Sulle politiche di accoglienza verso i migranti extracomunitari stiamo scontando divisioni, chiusure e paure, che risolvono a mala pena le questioni concrete sui nostri territori (flussi, accoglienza, criminalità, reinserimento) e rinfocolano i timori di una parte di popolazione per una invasione inesistente. Come se all'altezza del 2015 potessimo anche solo immaginare continenti popolati da popolazioni "etnicamente pure". Soprattutto, temiamo di fare l'unica cosa che - forse - potrebbe quantomeno frenare la fuga di queste persone dai loro paesi. Non, "aiutandoli a casa loro", come sempre più spesso si sente evocare quando si ragiona con le viscere, anzi cercando di rimuovere le cause - millenarie, se mettiamo in fila tutta la storia dei paesi colonizzati - che scatenano l'impoverimento, la fame, l'emergere di fazioni terroriste, e quindi l'abbandono delle proprie terre in cerca di fortuna altrove.

E' ormai lunga la lista di errori macroscopici - compiuti dall'Europa e da altri partner internazionali, sicuramente gli USA - nella "lettura" dei processi socio-politici che i paesi africani o del Medio Oriente affrontano: nel tentativo di isolare una parte economicamente avversaria o fazioni potenzialmente pericolose per i propri interessi in terra straniera, si sono appoggiati candidamente, con armi e soldi, gruppi che col passare del tempo hanno preso il potere instaurando microfascismi di vario tipo e causando il rinvigorirsi dei conflitti interetnici. La culla dell'accoglienza costruisce muri, ospita ritorni di xenofobie e spinge alla guerra tra ultimi e penultimi.

E' imbarazzante, ora a 14 anni di distanza, credere a una sola parola dell'espressione "esportazione della democrazia": eventi degli ultimi anni alla mano, ciò che è stato esportato a medio-lungo termine è l'incedere sovrastante della Legge economica, per la quale lo sfruttamento delle risorse e l'allargamento smisurato dei profitti a scapito del lavoro rappresentano il canale preferenziale, la spina dorsale oserei dire, dei processi che coinvolgono politicamente le istituzioni locali e internazionali.

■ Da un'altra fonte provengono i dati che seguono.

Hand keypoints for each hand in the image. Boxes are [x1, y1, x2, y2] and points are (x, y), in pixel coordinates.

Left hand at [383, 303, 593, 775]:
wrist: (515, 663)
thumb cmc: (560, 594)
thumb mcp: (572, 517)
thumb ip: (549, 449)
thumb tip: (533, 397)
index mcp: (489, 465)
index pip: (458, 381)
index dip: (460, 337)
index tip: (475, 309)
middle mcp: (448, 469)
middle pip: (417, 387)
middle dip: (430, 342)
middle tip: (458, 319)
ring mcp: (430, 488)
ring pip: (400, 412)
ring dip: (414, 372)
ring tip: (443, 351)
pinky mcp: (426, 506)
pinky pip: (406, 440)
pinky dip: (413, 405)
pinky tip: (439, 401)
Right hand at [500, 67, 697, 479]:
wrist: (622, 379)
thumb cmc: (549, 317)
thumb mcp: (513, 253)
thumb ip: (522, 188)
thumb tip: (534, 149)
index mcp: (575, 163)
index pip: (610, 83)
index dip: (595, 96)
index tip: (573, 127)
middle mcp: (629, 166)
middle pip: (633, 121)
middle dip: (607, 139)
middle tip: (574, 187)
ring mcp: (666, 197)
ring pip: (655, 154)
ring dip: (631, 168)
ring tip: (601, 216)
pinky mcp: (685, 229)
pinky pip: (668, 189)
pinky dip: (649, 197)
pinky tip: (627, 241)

Naturalmente, l'atteggiamento che si opera al di fuori dei propri confini non è indipendente dalla dimensione interna. Le democrazie liberali che hanno governato i paesi europei negli ultimi 30 anni, pur con qualche piccola e interessante distinzione, hanno comunque gestito la cosa pubblica secondo canoni molto simili. Siamo pervenuti per esempio, a una graduale sparizione della gestione pubblica dei servizi al cittadino, per una fede incontrollata nei confronti della gestione privata e delle sue magnifiche sorti e progressive. Il mercato libero, si diceva, regolerà da solo questi beni che un tempo erano pubblici sia costituzionalmente che a livello di gestione. Prezzi più bassi, maggiore efficienza, diminuzione della spesa e dunque del disavanzo pubblico, e voilà, la ricetta magica risolveva tutto.

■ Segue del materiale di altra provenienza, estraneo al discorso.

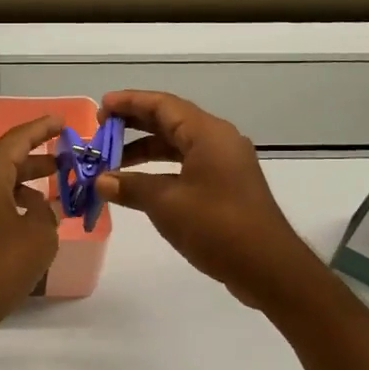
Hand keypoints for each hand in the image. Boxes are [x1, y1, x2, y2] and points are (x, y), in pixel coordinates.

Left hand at [0, 117, 61, 337]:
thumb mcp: (39, 238)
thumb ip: (45, 214)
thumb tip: (36, 209)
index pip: (16, 140)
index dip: (41, 129)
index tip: (62, 122)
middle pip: (3, 163)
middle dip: (35, 162)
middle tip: (64, 163)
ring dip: (21, 189)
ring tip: (51, 200)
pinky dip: (5, 207)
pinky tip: (25, 226)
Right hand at [96, 91, 322, 308]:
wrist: (267, 267)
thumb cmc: (216, 227)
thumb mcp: (166, 204)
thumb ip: (131, 187)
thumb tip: (101, 181)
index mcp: (207, 133)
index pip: (162, 105)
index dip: (129, 102)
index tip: (101, 107)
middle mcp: (218, 140)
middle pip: (170, 120)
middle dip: (134, 124)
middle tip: (101, 130)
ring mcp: (224, 163)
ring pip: (178, 144)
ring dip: (145, 149)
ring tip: (112, 160)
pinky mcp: (226, 185)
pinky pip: (187, 164)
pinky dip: (161, 169)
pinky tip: (139, 184)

Il risultato che abbiamo davanti agli occhi è che in settori nevralgici - dalla sanità alla scuola, ai trasporti, alla rete di assistenza sociale, alle politiche ambientali - il margine dell'intervento pubblico è diminuito drasticamente, la qualità del servizio non sempre è migliorata, i costi sono mediamente aumentati, mentre gli interessi economici, finanziari, ambientali dei nuovi gestori aumentano costantemente. La colonna portante del welfare europeo novecentesco si è sgretolata, lasciandoci con file di imprenditori/banche/finanziatori che attualmente detengono la gestione di quello che viene indicato come bene comune o bene pubblico a seconda dei gusti.

In secondo luogo, la questione del lavoro. Per i milioni di lavoratori europei, questi anni sono stati quelli del disincanto: scomparsa graduale della contrattazione collettiva, andamento costante della bilancia salari/profitti a favore di questi ultimi, per non parlare degli effetti non secondari che l'esportazione all'estero di buona parte del lavoro manufatturiero ha generato su salari interni e generali condizioni lavorative. Anche in questo caso, il venir meno progressivo di alcune conquiste novecentesche ha creato i presupposti per una situazione che sfiora il drammatico, come la condizione delle giovani generazioni, che hanno ereditato un mondo senza più sicurezze e affrontano, al tempo della rivoluzione digitale in pieno corso, un ingresso nel mondo del lavoro non augurabile a nessuno.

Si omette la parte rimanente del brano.